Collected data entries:
****************

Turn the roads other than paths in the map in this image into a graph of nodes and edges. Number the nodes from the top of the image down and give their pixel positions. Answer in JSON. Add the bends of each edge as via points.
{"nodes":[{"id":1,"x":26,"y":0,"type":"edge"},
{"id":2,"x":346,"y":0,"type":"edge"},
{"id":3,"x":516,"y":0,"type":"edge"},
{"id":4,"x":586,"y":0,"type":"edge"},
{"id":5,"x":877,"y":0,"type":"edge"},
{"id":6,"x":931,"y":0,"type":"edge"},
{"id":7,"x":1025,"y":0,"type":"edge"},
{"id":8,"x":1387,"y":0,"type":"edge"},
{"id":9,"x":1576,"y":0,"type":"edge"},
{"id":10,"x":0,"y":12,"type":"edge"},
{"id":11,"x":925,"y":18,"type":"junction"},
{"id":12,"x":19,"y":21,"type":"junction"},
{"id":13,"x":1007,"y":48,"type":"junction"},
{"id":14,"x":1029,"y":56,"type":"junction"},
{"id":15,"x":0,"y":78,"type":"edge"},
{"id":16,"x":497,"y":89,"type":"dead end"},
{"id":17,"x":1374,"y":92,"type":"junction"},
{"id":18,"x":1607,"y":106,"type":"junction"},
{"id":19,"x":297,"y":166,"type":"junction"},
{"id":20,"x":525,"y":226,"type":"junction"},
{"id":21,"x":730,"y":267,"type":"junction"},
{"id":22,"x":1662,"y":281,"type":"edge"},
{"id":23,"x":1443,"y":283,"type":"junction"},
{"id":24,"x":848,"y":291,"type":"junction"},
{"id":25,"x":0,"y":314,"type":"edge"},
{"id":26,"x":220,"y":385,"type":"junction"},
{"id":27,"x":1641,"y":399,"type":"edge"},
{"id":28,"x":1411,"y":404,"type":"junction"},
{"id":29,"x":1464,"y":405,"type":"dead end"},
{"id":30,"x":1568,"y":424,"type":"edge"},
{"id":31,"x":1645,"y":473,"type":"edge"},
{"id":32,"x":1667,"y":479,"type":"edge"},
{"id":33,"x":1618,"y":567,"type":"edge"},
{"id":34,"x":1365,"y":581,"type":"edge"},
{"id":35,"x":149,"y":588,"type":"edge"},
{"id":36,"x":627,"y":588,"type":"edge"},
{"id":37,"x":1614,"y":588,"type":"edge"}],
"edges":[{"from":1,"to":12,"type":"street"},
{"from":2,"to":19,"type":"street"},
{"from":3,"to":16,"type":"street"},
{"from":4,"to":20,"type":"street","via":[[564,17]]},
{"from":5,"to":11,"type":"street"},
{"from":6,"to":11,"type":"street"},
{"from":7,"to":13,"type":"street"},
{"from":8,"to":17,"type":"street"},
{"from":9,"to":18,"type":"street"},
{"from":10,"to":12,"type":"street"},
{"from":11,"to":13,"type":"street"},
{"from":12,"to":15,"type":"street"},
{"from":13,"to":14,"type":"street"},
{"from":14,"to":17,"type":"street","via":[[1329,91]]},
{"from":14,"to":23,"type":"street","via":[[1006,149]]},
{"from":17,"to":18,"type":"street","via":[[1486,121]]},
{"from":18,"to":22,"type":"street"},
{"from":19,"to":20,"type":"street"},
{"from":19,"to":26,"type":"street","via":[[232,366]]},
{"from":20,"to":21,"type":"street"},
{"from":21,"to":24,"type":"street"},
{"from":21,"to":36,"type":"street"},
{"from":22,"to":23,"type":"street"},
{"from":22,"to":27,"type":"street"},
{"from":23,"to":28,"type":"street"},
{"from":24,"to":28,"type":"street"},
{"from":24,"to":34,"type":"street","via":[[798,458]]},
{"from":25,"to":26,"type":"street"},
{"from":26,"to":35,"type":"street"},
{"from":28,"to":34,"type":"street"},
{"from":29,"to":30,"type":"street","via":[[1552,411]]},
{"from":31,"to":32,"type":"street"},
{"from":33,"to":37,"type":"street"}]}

****************

ASSIGNED TASK:
The lines to return are those in the records above that hold the word "edges".

RESULT BELOW:
Turn the roads other than paths in the map in this image into a graph of nodes and edges. Number the nodes from the top of the image down and give their pixel positions. Answer in JSON. Add the bends of each edge as via points.
"edges":[{"from":1,"to":12,"type":"street"},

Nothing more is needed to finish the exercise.